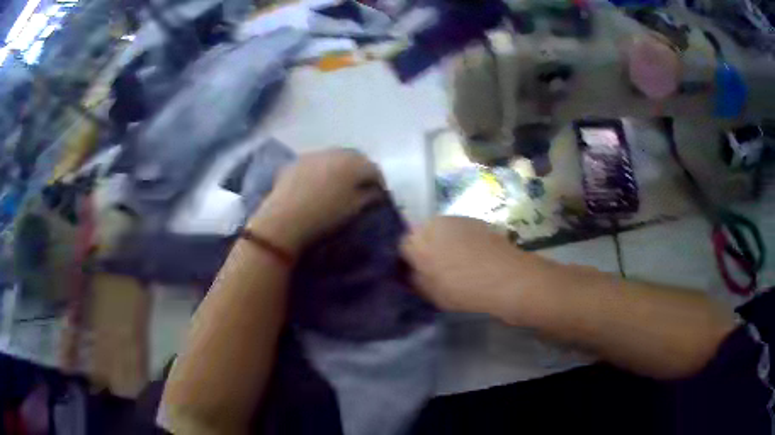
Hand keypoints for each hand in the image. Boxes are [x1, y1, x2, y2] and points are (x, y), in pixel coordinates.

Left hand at [249, 149, 383, 252]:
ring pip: (334, 158)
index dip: (379, 183)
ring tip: (339, 185)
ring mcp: (314, 155)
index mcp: (354, 164)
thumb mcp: (354, 210)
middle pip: (355, 159)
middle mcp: (335, 153)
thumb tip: (377, 192)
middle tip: (361, 188)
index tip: (380, 195)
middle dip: (360, 171)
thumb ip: (369, 197)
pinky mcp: (297, 161)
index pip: (374, 170)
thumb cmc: (324, 216)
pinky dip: (322, 170)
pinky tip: (318, 184)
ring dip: (341, 168)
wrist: (284, 219)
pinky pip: (316, 162)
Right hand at [401, 217, 551, 322]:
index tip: (414, 275)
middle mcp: (433, 223)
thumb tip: (410, 272)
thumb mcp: (430, 293)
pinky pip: (460, 231)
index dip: (406, 261)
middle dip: (425, 250)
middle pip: (421, 235)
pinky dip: (461, 242)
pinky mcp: (476, 221)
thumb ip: (414, 280)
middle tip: (435, 271)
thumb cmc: (463, 288)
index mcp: (417, 241)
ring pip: (441, 232)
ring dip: (443, 244)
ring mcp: (457, 219)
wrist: (506, 277)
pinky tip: (472, 258)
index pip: (401, 247)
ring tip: (456, 265)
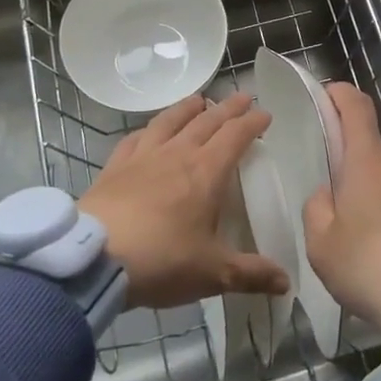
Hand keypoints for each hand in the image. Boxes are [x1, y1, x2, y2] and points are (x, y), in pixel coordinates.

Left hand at [80, 93, 291, 309]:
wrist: (93, 259)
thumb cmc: (161, 261)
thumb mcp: (212, 273)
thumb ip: (251, 274)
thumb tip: (287, 283)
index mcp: (206, 172)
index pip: (235, 136)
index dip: (252, 123)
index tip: (265, 114)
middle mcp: (177, 154)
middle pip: (207, 121)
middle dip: (228, 108)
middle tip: (243, 97)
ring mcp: (143, 157)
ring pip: (170, 121)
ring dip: (188, 108)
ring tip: (199, 101)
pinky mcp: (115, 166)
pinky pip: (136, 138)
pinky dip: (149, 129)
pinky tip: (149, 130)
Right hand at [301, 83, 380, 335]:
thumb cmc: (372, 268)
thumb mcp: (322, 246)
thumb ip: (318, 210)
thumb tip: (330, 193)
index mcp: (369, 163)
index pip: (356, 109)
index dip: (341, 96)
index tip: (331, 94)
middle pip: (377, 161)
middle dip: (363, 184)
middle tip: (353, 229)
+---+
• _YOUR ASSIGNMENT_: The expected answer is an exact copy of the lines beginning at the one with "thumb mcp: (322, 246)" and running to the end of the entries above.

• _RESULT OF THIS EXERCISE_:
thumb mcp: (322, 246)
thumb ip: (318, 210)
thumb tip: (330, 193)
index mcp: (369, 163)
index pip: (356, 109)
index dip: (341, 96)
index tip: (331, 94)
middle pip: (377, 161)
middle dip: (363, 184)
middle tip: (353, 229)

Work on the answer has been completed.